--- START ---
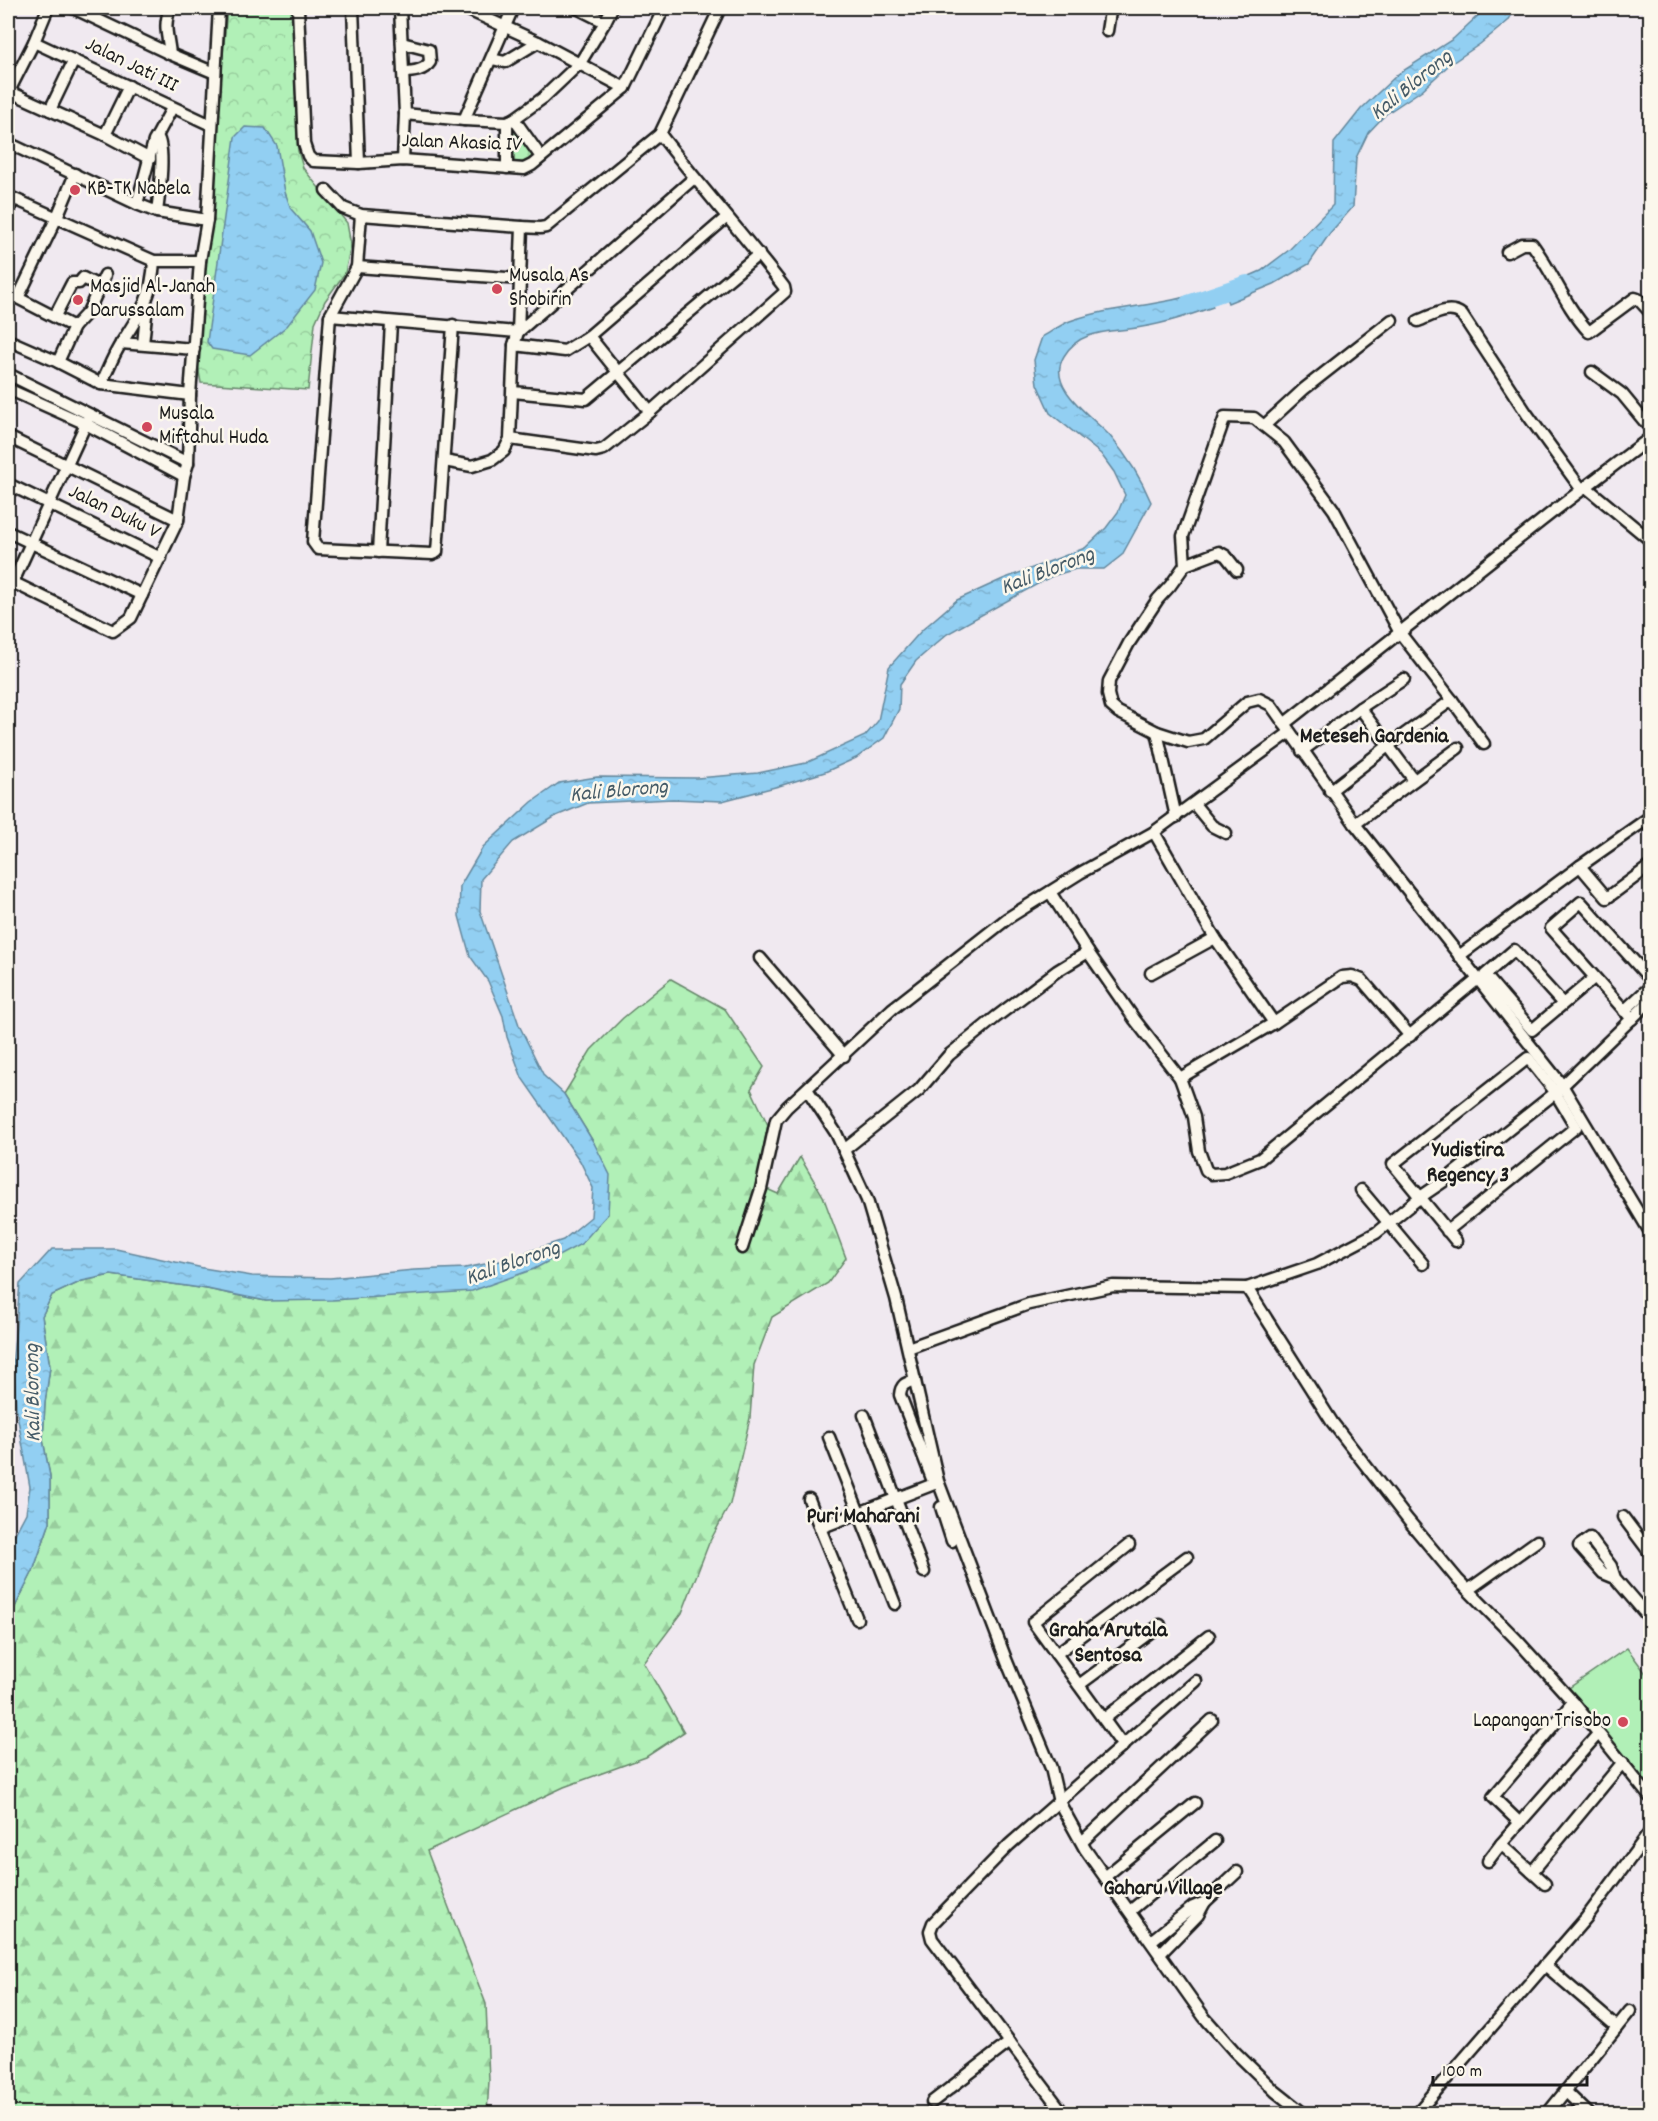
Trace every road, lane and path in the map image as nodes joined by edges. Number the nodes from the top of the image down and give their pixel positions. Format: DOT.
graph roads {
  1 [pos="48,8"];
  2 [pos="73,8"];
  3 [pos="170,8"];
  4 [pos="219,8"];
  5 [pos="298,8"];
  6 [pos="353,8"];
  7 [pos="400,8"];
  8 [pos="464,8"];
  9 [pos="513,8"];
  10 [pos="577,8"];
  11 [pos="612,8"];
  12 [pos="664,8"];
  13 [pos="720,8"];
  14 [pos="1114,8"];
  15 [pos="96,12"];
  16 [pos="605,22"];
  17 [pos="505,27"];
  18 [pos="1107,31"];
  19 [pos="34,42"];
  20 [pos="538,42"];
  21 [pos="402,43"];
  22 [pos="170,54"];
  23 [pos="492,59"];
  24 [pos="74,60"];
  25 [pos="580,63"];
  26 [pos="403,72"];
  27 [pos="215,73"];
  28 [pos="129,86"];
  29 [pos="625,88"];
  30 [pos="8,92"];
  31 [pos="172,108"];
  32 [pos="50,110"];
  33 [pos="405,114"];
  34 [pos="464,120"];
  35 [pos="511,120"];
  36 [pos="212,125"];
  37 [pos="660,134"];
  38 [pos="105,135"];
  39 [pos="157,136"];
  40 [pos="8,143"];
  41 [pos="541,157"];
  42 [pos="150,159"];
  43 [pos="403,160"];
  44 [pos="358,163"];
  45 [pos="507,168"];
  46 [pos="75,174"];
  47 [pos="694,178"];
  48 [pos="326,190"];
  49 [pos="10,197"];
  50 [pos="137,204"];
  51 [pos="8,212"];
  52 [pos="158,212"];
  53 [pos="361,215"];
  54 [pos="57,217"];
  55 [pos="727,217"];
  56 [pos="207,220"];
  57 [pos="522,227"];
  58 [pos="1507,252"];
  59 [pos="759,254"];
  60 [pos="154,261"];
  61 [pos="200,261"];
  62 [pos="357,267"];
  63 [pos="105,275"];
  64 [pos="520,279"];
  65 [pos="99,286"];
  66 [pos="13,296"];
  67 [pos="147,299"];
  68 [pos="1650,312"];
  69 [pos="55,316"];
  70 [pos="330,316"];
  71 [pos="1392,320"];
  72 [pos="1418,321"];
  73 [pos="391,322"];
  74 [pos="453,325"];
  75 [pos="74,327"];
  76 [pos="518,332"];
  77 [pos="589,336"];
  78 [pos="8,340"];
  79 [pos="121,343"];
  80 [pos="143,344"];
  81 [pos="514,345"];
  82 [pos="194,349"];
  83 [pos="58,362"];
  84 [pos="618,372"];
  85 [pos="1592,372"];
  86 [pos="8,374"];
  87 [pos="101,384"];
  88 [pos="8,389"];
  89 [pos="513,392"];
  90 [pos="190,395"];
  91 [pos="650,412"];
  92 [pos="88,419"];
  93 [pos="1265,424"];
  94 [pos="1650,428"];
  95 [pos="8,436"];
  96 [pos="1650,438"];
  97 [pos="510,439"];
  98 [pos="444,461"];
  99 [pos="188,463"];
  100 [pos="66,464"];
  101 [pos="184,476"];
  102 [pos="8,484"];
  103 [pos="1584,489"];
  104 [pos="49,504"];
  105 [pos="178,520"];
  106 [pos="8,532"];
  107 [pos="1650,540"];
  108 [pos="30,541"];
  109 [pos="378,552"];
  110 [pos="161,558"];
  111 [pos="1185,565"];
  112 [pos="1237,570"];
  113 [pos="10,581"];
  114 [pos="142,595"];
  115 [pos="1400,633"];
  116 [pos="1404,679"];
  117 [pos="1452,700"];
  118 [pos="1360,708"];
  119 [pos="1286,729"];
  120 [pos="1157,732"];
  121 [pos="1484,744"];
  122 [pos="1388,746"];
  123 [pos="1458,748"];
  124 [pos="1302,751"];
  125 [pos="1414,780"];
  126 [pos="1330,791"];
  127 [pos="1194,804"];
  128 [pos="1176,817"];
  129 [pos="1650,818"];
  130 [pos="1355,824"];
  131 [pos="1154,832"];
  132 [pos="1226,833"];
  133 [pos="1580,866"];
  134 [pos="1650,866"];
  135 [pos="1050,892"];
  136 [pos="1215,938"];
  137 [pos="1088,952"];
  138 [pos="1459,956"];
  139 [pos="760,958"];
  140 [pos="1151,973"];
  141 [pos="1594,978"];
  142 [pos="1650,979"];
  143 [pos="1478,980"];
  144 [pos="1650,987"];
  145 [pos="1650,1001"];
  146 [pos="1563,1004"];
  147 [pos="1624,1011"];
  148 [pos="1632,1019"];
  149 [pos="1274,1023"];
  150 [pos="1410,1036"];
  151 [pos="844,1056"];
  152 [pos="1180,1078"];
  153 [pos="807,1089"];
  154 [pos="1557,1089"];
  155 [pos="844,1150"];
  156 [pos="1361,1190"];
  157 [pos="1419,1197"];
  158 [pos="1389,1222"];
  159 [pos="1447,1231"];
  160 [pos="1650,1232"];
  161 [pos="1456,1242"];
  162 [pos="742,1248"];
  163 [pos="1423,1264"];
  164 [pos="1247,1288"];
  165 [pos="908,1348"];
  166 [pos="915,1380"];
  167 [pos="864,1414"];
  168 [pos="829,1437"];
  169 [pos="934,1484"];
  170 [pos="809,1499"];
  171 [pos="896,1499"];
  172 [pos="858,1514"];
  173 [pos="1623,1516"];
  174 [pos="820,1528"];
  175 [pos="952,1541"];
  176 [pos="1537,1541"];
  177 [pos="1129,1545"];
  178 [pos="1649,1547"];
  179 [pos="1187,1557"];
  180 [pos="924,1572"];
  181 [pos="1615,1578"];
  182 [pos="1468,1590"];
  183 [pos="895,1604"];
  184 [pos="856,1619"];
  185 [pos="1650,1619"];
  186 [pos="1160,1625"];
  187 [pos="1209,1636"];
  188 [pos="1056,1654"];
  189 [pos="1196,1681"];
  190 [pos="1079,1685"];
  191 [pos="1573,1702"];
  192 [pos="1104,1719"];
  193 [pos="1212,1720"];
  194 [pos="1598,1734"];
  195 [pos="1123,1746"];
  196 [pos="1623,1762"];
  197 [pos="1650,1797"];
  198 [pos="1059,1802"];
  199 [pos="1195,1803"];
  200 [pos="1520,1823"];
  201 [pos="1650,1832"];
  202 [pos="1215,1841"];
  203 [pos="1082,1842"];
  204 [pos="1501,1844"];
  205 [pos="1488,1861"];
  206 [pos="1237,1872"];
  207 [pos="1532,1872"];
  208 [pos="1106,1876"];
  209 [pos="1545,1884"];
  210 [pos="1205,1902"];
  211 [pos="1130,1911"];
  212 [pos="1151,1941"];
  213 [pos="1160,1954"];
  214 [pos="1545,1965"];
  215 [pos="1630,2011"];
  216 [pos="1617,2028"];
  217 [pos="1010,2042"];
  218 [pos="1564,2091"];
  219 [pos="932,2102"];
  220 [pos="1064,2114"];
  221 [pos="1304,2114"];
  222 [pos="1416,2114"];
  223 [pos="1546,2114"];
  224 [pos="1589,2114"];
  1 -- 19 [label="street"];
  2 -- 15 [label="street"];
  3 -- 22 [label="street"];
  4 -- 27 [label="street"];
  5 -- 44 [label="street, Jalan Akasia IV"];
  6 -- 44 [label="street"];
  7 -- 21 [label="street"];
  8 -- 17 [label="street"];
  9 -- 17 [label="street"];
  10 -- 16 [label="street"];
  11 -- 16 [label="street"];
  12 -- 29 [label="street"];
  13 -- 37 [label="street"];
  14 -- 18 [label="street"];
  15 -- 22 [label="street"];
  16 -- 25 [label="street"];
  17 -- 20 [label="street"];
  17 -- 23 [label="street"];
  19 -- 24 [label="street, Jalan Jati III"];
  19 -- 30 [label="street"];
  20 -- 23 [label="street"];
  20 -- 25 [label="street"];
  21 -- 26 [label="street"];
  21 -- 26 [label="street"];
  22 -- 27 [label="street"];
  23 -- 34 [label="street"];
  24 -- 28 [label="street, Jalan Jati III"];
  24 -- 32 [label="street"];
  25 -- 29 [label="street"];
  25 -- 35 [label="street"];
  26 -- 33 [label="street"];
  27 -- 36 [label="street"];
  28 -- 31 [label="street, Jalan Jati III"];
  28 -- 38 [label="street"];
  29 -- 41 [label="street, Jalan Akasia IV"];
  30 -- 32 [label="street"];
  31 -- 36 [label="street, Jalan Jati III"];
  31 -- 39 [label="street"];
  32 -- 38 [label="street"];
  33 -- 34 [label="street"];
  33 -- 43 [label="street"];
  34 -- 35 [label="street"];
  35 -- 41 [label="street"];
  35 -- 45 [label="street"];
  36 -- 56 [label="street"];
  37 -- 47 [label="street"];
  37 -- 57 [label="street"];
  38 -- 42 [label="street"];
  39 -- 42 [label="street"];
  39 -- 52 [label="street"];
  40 -- 46 [label="street"];
  41 -- 45 [label="street, Jalan Akasia IV"];
  42 -- 50 [label="street"];
  43 -- 44 [label="street, Jalan Akasia IV"];
  43 -- 45 [label="street, Jalan Akasia IV"];
  46 -- 50 [label="street"];
  46 -- 54 [label="street"];
  47 -- 55 [label="street"];
  47 -- 76 [label="street"];
  48 -- 53 [label="street"];
  49 -- 51 [label="street"];
  49 -- 54 [label="street"];
  50 -- 52 [label="street"];
  52 -- 56 [label="street"];
  53 -- 57 [label="street"];
  53 -- 62 [label="street"];
  54 -- 60 [label="street"];
  54 -- 66 [label="street"];
  55 -- 59 [label="street"];
  55 -- 77 [label="street"];
  56 -- 61 [label="street"];
  57 -- 64 [label="street"];
  58 -- 68 [label="street"];
  59 -- 84 [label="street"];
  59 -- 91 [label="street"];
  60 -- 61 [label="street"];
  60 -- 67 [label="street"];
  61 -- 82 [label="street"];
  62 -- 64 [label="street"];
  62 -- 70 [label="street"];
  63 -- 65 [label="street"];
  64 -- 76 [label="street"];
  65 -- 69 [label="street"];
  65 -- 75 [label="street"];
  66 -- 69 [label="street"];
  67 -- 79 [label="street"];
  67 -- 80 [label="street"];
  69 -- 75 [label="street"];
  70 -- 73 [label="street"];
  70 -- 109 [label="street"];
  71 -- 93 [label="street"];
  72 -- 103 [label="street"];
  73 -- 74 [label="street"];
  73 -- 109 [label="street"];
  74 -- 76 [label="street"];
  74 -- 98 [label="street"];
  75 -- 83 [label="street"];
  76 -- 81 [label="street"];
  77 -- 81 [label="street"];
  77 -- 84 [label="street"];
  78 -- 83 [label="street"];
  79 -- 80 [label="street"];
  79 -- 87 [label="street"];
  80 -- 82 [label="street"];
  81 -- 89 [label="street"];
  82 -- 90 [label="street"];
  83 -- 87 [label="street"];
  84 -- 89 [label="street"];
  84 -- 91 [label="street"];
  85 -- 94 [label="street"];
  86 -- 92 [label="street"];
  87 -- 90 [label="street"];
  88 -- 92 [label="street"];
  89 -- 97 [label="street"];
  90 -- 99 [label="street"];
  91 -- 97 [label="street"];
  92 -- 99 [label="street"];
  92 -- 100 [label="street, Jalan Duku V"];
  92 -- 101 [label="street"];
  93 -- 111 [label="street"];
  93 -- 115 [label="street"];
  95 -- 100 [label="street"];
  96 -- 103 [label="street"];
  97 -- 98 [label="street"];
  98 -- 109 [label="street"];
  99 -- 101 [label="street"];
  100 -- 104 [label="street, Jalan Duku V"];
  100 -- 105 [label="street"];
  101 -- 105 [label="street"];
  102 -- 104 [label="street, Jalan Duku V"];
  103 -- 107 [label="street"];
  103 -- 115 [label="street"];
  104 -- 108 [label="street"];
  104 -- 110 [label="street, Jalan Duku V"];
  105 -- 110 [label="street"];
  106 -- 108 [label="street"];
  108 -- 113 [label="street"];
  108 -- 114 [label="street"];
  110 -- 114 [label="street"];
  111 -- 112 [label="street"];
  111 -- 120 [label="street"];
  113 -- 114 [label="street"];
  115 -- 117 [label="street"];
  115 -- 119 [label="street"];
  116 -- 118 [label="street"];
  117 -- 121 [label="street"];
  117 -- 122 [label="street"];
  118 -- 122 [label="street"];
  118 -- 124 [label="street"];
  119 -- 120 [label="street"];
  119 -- 124 [label="street"];
  119 -- 127 [label="street"];
  120 -- 128 [label="street"];
  122 -- 125 [label="street"];
  122 -- 126 [label="street"];
  123 -- 125 [label="street"];
  124 -- 126 [label="street"];
  125 -- 130 [label="street"];
  126 -- 130 [label="street"];
  127 -- 128 [label="street"];
  127 -- 132 [label="street"];
  128 -- 131 [label="street"];
  129 -- 133 [label="street"];
  130 -- 138 [label="street"];
  131 -- 135 [label="street"];
  131 -- 136 [label="street"];
  133 -- 134 [label="street"];
  133 -- 138 [label="street"];
  135 -- 137 [label="street"];
  135 -- 151 [label="street"];
  136 -- 140 [label="street"];
  136 -- 149 [label="street"];
  137 -- 152 [label="street"];
  137 -- 155 [label="street"];
  138 -- 143 [label="street"];
  139 -- 151 [label="street"];
  141 -- 142 [label="street"];
  141 -- 146 [label="street"];
  141 -- 147 [label="street"];
  143 -- 150 [label="street"];
  143 -- 154 [label="street"];
  144 -- 147 [label="street"];
  145 -- 148 [label="street"];
  146 -- 146 [label="street"];
  147 -- 148 [label="street"];
  148 -- 154 [label="street"];
  149 -- 150 [label="street"];
  149 -- 152 [label="street"];
  150 -- 152 [label="street"];
  151 -- 153 [label="street"];
  153 -- 155 [label="street"];
  153 -- 162 [label="street"];
  154 -- 157 [label="street"];
  154 -- 157 [label="street"];
  154 -- 159 [label="street"];
  154 -- 160 [label="street"];
  155 -- 165 [label="street"];
  156 -- 158 [label="street"];
  157 -- 158 [label="street"];
  157 -- 159 [label="street"];
  158 -- 163 [label="street"];
  158 -- 164 [label="street"];
  159 -- 161 [label="street"];
  164 -- 165 [label="street"];
  164 -- 182 [label="street"];
  165 -- 166 [label="street"];
  166 -- 169 [label="street"];
  166 -- 198 [label="street"];
  167 -- 171 [label="street"];
  168 -- 172 [label="street"];
  169 -- 171 [label="street"];
  169 -- 175 [label="street"];
  170 -- 174 [label="street"];
  171 -- 172 [label="street"];
  171 -- 180 [label="street"];
  172 -- 174 [label="street"];
  172 -- 183 [label="street"];
  173 -- 178 [label="street"];
  174 -- 184 [label="street"];
  176 -- 182 [label="street"];
  177 -- 188 [label="street"];
  179 -- 188 [label="street"];
  181 -- 185 [label="street"];
  182 -- 191 [label="street"];
  186 -- 190 [label="street"];
  187 -- 192 [label="street"];
  188 -- 190 [label="street"];
  189 -- 195 [label="street"];
  190 -- 192 [label="street"];
  191 -- 194 [label="street"];
  191 -- 200 [label="street"];
  192 -- 195 [label="street"];
  193 -- 203 [label="street"];
  194 -- 196 [label="street"];
  194 -- 200 [label="street"];
  195 -- 198 [label="street"];
  196 -- 197 [label="street"];
  196 -- 207 [label="street"];
  198 -- 203 [label="street"];
  198 -- 217 [label="street"];
  199 -- 208 [label="street"];
  200 -- 204 [label="street"];
  201 -- 214 [label="street"];
  202 -- 211 [label="street"];
  203 -- 208 [label="street"];
  204 -- 205 [label="street"];
  204 -- 207 [label="street"];
  206 -- 210 [label="street"];
  207 -- 209 [label="street"];
  208 -- 211 [label="street"];
  210 -- 212 [label="street"];
  210 -- 213 [label="street"];
  211 -- 212 [label="street"];
  212 -- 213 [label="street"];
  213 -- 221 [label="street"];
  214 -- 216 [label="street"];
  214 -- 222 [label="street"];
  215 -- 216 [label="street"];
  216 -- 218 [label="street"];
  217 -- 219 [label="street"];
  217 -- 220 [label="street"];
  218 -- 223 [label="street"];
  218 -- 224 [label="street"];
}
--- END ---
## [WHAT TO WORK ON]
Within the material above, find the lines that contain the word "Akasia"; copy them.

## [TASK RESULT]
  5 -- 44 [label="street, Jalan Akasia IV"];
  29 -- 41 [label="street, Jalan Akasia IV"];
  41 -- 45 [label="street, Jalan Akasia IV"];
  43 -- 44 [label="street, Jalan Akasia IV"];
  43 -- 45 [label="street, Jalan Akasia IV"];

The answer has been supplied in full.